## Tuesday, June 26, 2012

### A Thought on Link Prediction

I'm reading a paper by Richard et. al. from the ICML 2012 paper list called Estimation of Simultaneously Sparse and Low Rank Matrices. I'm not sure why until now I was conflating these two ideas but in retrospect they are clearly different and one might want to optimize for both. Since the Latent Feature Log Linear (LFLL) model of Mennon and Elkan is in spirit a low-rank matrix factorization algorithm I was wondering how to simultaneously enforce sparsity in it; I think using an $L_1$ regularizer on the latent features might be worth trying.
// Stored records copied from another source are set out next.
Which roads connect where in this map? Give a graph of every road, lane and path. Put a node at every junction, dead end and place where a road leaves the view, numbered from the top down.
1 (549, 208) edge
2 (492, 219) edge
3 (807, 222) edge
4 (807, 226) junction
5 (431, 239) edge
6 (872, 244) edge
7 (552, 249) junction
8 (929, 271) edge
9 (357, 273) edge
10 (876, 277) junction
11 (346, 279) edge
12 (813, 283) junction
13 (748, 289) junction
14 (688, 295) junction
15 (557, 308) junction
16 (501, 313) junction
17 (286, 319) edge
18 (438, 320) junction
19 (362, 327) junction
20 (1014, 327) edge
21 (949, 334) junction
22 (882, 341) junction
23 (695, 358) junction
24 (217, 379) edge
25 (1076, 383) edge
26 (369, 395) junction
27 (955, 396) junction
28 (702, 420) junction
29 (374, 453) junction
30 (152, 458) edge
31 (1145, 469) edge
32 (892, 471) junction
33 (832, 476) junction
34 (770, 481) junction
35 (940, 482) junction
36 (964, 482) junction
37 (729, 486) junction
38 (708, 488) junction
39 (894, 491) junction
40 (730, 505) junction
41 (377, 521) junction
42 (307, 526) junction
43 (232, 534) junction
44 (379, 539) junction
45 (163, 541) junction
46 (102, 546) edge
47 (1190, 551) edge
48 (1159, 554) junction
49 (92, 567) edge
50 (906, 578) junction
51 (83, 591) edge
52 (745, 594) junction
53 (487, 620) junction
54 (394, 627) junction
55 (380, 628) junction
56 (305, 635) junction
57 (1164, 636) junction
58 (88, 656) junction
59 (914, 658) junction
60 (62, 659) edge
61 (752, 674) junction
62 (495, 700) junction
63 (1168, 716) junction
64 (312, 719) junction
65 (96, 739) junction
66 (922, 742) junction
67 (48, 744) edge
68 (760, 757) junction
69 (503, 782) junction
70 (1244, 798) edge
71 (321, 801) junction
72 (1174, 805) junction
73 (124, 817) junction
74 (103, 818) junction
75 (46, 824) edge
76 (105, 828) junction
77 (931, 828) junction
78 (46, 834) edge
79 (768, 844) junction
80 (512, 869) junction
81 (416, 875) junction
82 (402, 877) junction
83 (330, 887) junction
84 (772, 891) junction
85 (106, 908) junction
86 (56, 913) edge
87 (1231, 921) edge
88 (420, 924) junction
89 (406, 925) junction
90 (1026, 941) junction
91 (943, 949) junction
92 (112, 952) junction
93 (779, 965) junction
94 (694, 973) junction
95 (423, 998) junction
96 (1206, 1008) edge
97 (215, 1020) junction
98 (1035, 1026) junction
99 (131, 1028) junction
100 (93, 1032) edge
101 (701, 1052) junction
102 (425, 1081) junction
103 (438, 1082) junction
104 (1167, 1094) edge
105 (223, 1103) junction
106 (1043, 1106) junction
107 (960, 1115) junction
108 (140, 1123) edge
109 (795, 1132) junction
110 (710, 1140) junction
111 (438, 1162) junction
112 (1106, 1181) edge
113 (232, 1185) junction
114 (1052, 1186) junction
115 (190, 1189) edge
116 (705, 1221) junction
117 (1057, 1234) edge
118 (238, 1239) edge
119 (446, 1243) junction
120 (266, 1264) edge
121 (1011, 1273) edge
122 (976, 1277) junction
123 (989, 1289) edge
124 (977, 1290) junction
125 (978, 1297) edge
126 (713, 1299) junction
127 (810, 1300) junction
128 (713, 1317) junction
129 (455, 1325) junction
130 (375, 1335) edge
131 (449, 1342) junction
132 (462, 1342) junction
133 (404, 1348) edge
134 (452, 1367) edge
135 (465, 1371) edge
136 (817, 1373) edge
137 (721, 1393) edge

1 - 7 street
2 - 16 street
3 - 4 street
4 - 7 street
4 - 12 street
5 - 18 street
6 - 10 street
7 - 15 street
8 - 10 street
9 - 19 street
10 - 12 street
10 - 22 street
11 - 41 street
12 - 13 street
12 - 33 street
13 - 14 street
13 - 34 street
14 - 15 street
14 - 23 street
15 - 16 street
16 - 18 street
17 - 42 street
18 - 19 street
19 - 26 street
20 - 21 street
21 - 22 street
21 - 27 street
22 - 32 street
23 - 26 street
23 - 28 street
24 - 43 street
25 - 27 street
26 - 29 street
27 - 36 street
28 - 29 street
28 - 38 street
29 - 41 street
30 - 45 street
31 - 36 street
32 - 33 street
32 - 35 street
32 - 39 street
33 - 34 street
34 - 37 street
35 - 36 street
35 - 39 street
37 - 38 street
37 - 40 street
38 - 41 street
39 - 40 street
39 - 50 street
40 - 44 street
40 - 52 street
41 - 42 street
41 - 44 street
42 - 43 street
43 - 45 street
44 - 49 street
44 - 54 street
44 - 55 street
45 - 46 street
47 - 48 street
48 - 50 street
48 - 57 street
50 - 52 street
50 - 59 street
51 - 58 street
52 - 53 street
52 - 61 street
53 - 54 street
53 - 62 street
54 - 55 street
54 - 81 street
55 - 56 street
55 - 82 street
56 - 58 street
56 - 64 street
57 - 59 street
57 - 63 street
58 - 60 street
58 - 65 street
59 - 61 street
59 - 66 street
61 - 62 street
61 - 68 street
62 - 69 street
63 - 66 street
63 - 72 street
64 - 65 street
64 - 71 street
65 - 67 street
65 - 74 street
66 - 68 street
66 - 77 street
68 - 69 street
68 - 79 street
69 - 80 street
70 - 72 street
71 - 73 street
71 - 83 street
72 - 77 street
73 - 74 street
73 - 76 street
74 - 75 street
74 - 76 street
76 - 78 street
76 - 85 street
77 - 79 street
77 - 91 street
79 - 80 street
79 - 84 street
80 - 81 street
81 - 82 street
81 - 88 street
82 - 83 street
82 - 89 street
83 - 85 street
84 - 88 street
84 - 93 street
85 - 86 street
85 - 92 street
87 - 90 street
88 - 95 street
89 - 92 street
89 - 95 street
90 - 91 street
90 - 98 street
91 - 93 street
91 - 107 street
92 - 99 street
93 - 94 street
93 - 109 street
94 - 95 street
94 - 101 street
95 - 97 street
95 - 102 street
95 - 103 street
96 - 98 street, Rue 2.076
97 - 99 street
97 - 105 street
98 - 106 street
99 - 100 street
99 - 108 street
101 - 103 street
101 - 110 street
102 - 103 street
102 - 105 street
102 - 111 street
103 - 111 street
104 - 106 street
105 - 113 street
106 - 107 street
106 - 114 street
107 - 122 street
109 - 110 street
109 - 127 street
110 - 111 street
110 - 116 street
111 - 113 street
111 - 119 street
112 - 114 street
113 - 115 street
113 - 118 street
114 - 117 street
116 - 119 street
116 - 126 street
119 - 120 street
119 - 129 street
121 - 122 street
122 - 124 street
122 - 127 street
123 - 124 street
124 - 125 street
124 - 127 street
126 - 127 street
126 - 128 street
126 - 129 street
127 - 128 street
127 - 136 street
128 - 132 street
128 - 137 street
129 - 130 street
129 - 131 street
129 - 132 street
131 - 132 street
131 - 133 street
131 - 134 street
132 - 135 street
However the paper also got me thinking about link prediction. Here's a quote from the paper:
Link prediction - the matrix $A$ is the adjacency matrix of a partially observed graph; entries are 0 for both not-existing and undiscovered links. The search space is unrestricted as before and the matrix $S$ contains the scores for link prediction; the ideal loss function is the empirical average of the zero-one loss for each coefficient, $l_{E} (S, A) = \frac{1}{|E|} \sum_{(i,j) \in E} 1_{(A_{ij} - 1/2) \cdot S_{ij} \leq 0}.$
So I read that as, this is a P-U problem that we are reducing to pointwise classification.'' However my preferred method for P-U problems is to reduce to ranking (AUC loss). What would that look like for link prediction?
1. Instances are edges (i.e., pairs of vertices plus dyadic specific information).
2. Reduction of AUC is to pairwise classification, so pairs of edges, or pairs of pairs of vertices.
3. Each positive (observed) edge in the adjacency graph would be paired with an unlabeled (unobserved or unexplored) edge, the latter perhaps drawn uniformly from all possible edges; or possibly from all possible edges given one vertex (per-vertex AUC'').
4. The final classification model could be purely latent (e.g., pure LFLL), purely explicitly feature driven (e.g., bilinear implemented with VW), or a combination (e.g., LFLL with side information).
1. In my experience LLFL with side information is very tricky to train, unlike pure LLFL.